Proaño describes his evolution with LitNet in a story captured in “Transforming Lives for 30 Years,” a photography and story exhibition that debuted at LitNet’s summer gala in 2021 and is now touring the county. It will be presented at Lichtenstein Center for the Arts in Pittsfield for the month of January and month-long screenings are planned at other venues throughout 2022 including Berkshire Medical Center, Berkshire South Regional Community Center, Berkshire Immigrant Center, 18 Degrees and Libraries Lenox and Lee. (See the entire exhibition program hereProaño’s black-and-white portrait is one of 17 in the series, and she beams warmly towards the camera, her black hair textured in a way only a movie can capture. There is an undeniable sense of satisfaction on her face that comes from working so hard for something and making it happen.

In a special collaboration with LitNet to celebrate the organization’s 30th anniversary, the Stockbridge-based photographer Julie mccarthy took the portraits of the learners, tutors and leaders of LitNet. Each featured person wrote their own story of how their life was transformed by working with LitNet, whether they learned English, became literate, or achieved their goal of becoming a U.S. citizen. . When all of the portraits are hung together, the exhibition shares a collective story of the transformative nature of literacy.

You can feel the relief in stories like that of Bruno China, who cried of “joy and happiness” when he finally became a citizen. His immediate family joined him in his portrait – a testament to how a person’s transformation impacts the lives of those close to them.

The portrait and history of Weiwei, as presented in the exhibition. Image courtesy of LitNet

There is the quiet pride of Maggie Curtin, who learned to read at 40 after losing her job when the factory where she worked closed. Without LitNet, she might never have been diagnosed or worked on dyslexia. Curtin and his tutor Andrew Pincus are LitNet’s longest-serving tutor-learner couple, true lifelong learners, having worked together for the 30-year history of the organization. The fact that some learners wrote a story is a testament to the transformation they went through in their lives.

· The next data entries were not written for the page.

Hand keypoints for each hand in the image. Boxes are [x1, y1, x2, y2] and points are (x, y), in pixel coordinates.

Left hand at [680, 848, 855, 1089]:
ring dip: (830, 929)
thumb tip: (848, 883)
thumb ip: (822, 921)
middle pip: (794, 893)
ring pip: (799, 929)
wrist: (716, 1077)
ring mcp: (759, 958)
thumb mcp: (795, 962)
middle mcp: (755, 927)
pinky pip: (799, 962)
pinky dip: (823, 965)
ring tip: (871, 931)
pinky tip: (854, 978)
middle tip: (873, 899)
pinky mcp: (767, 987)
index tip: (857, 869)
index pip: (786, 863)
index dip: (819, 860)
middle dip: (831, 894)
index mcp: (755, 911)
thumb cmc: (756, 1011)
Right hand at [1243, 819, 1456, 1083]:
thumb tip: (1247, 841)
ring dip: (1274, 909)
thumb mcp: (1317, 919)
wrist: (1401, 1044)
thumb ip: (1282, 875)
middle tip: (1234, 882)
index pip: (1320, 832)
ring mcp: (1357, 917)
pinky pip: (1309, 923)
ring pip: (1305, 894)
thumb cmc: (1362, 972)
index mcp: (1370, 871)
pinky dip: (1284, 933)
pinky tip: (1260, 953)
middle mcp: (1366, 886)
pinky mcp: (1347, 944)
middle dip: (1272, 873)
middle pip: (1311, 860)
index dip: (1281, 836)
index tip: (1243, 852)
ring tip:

“Much of my work focuses on people who are often not seen or recognized by society,” said McCarthy, whose fine art photography has been exhibited throughout New England and beyond. “It seemed important to me to show the commitment and hard work of the learners and the dedication of the tutors, to give them a face and a voice. As a portrait photographer, McCarthy often gets to know his subjects in fleeting but intimate ways. She was “impressed by the motivation and perseverance of the individuals” she photographed.

LitNet Executive Director Leigh Doherty and Founder Zoe Dalheim at the organization’s 30th anniversary gala, held at the Berkshire Botanical Garden in September. Photo courtesy of LitNet

“The exposure of portraits combined with the stories of the participants allows us to see those around us more clearly and understand their lives,” said McCarthy. “LitNet is a small organization with a big goal and a big heart. LitNet and everyone involved deserve to be seen, recognized and celebrated for their work and achievements.

Jen Glockner, director of cultural development at Lichtenstein, said that as a city-owned gallery, the Pittsfield Arts Center strives “to exhibit what is best and most educational for the community.” This exhibit has it all, ”she said. “It’s artistic and highlights those who have worked so hard over the past 30 years to make our community a better place. “

the Lichtenstein Center for the Arts is located at 28 Renne Ave. in Pittsfield, Massachusetts. “Transforming Lives for 30 Years” will be exhibited there from January 4 to February 1, 2022. The gallery is open to the public Wednesday through Friday from 11 am to 4 pm. For more details on the exhibition, contact [email protected] or 413-499-9348.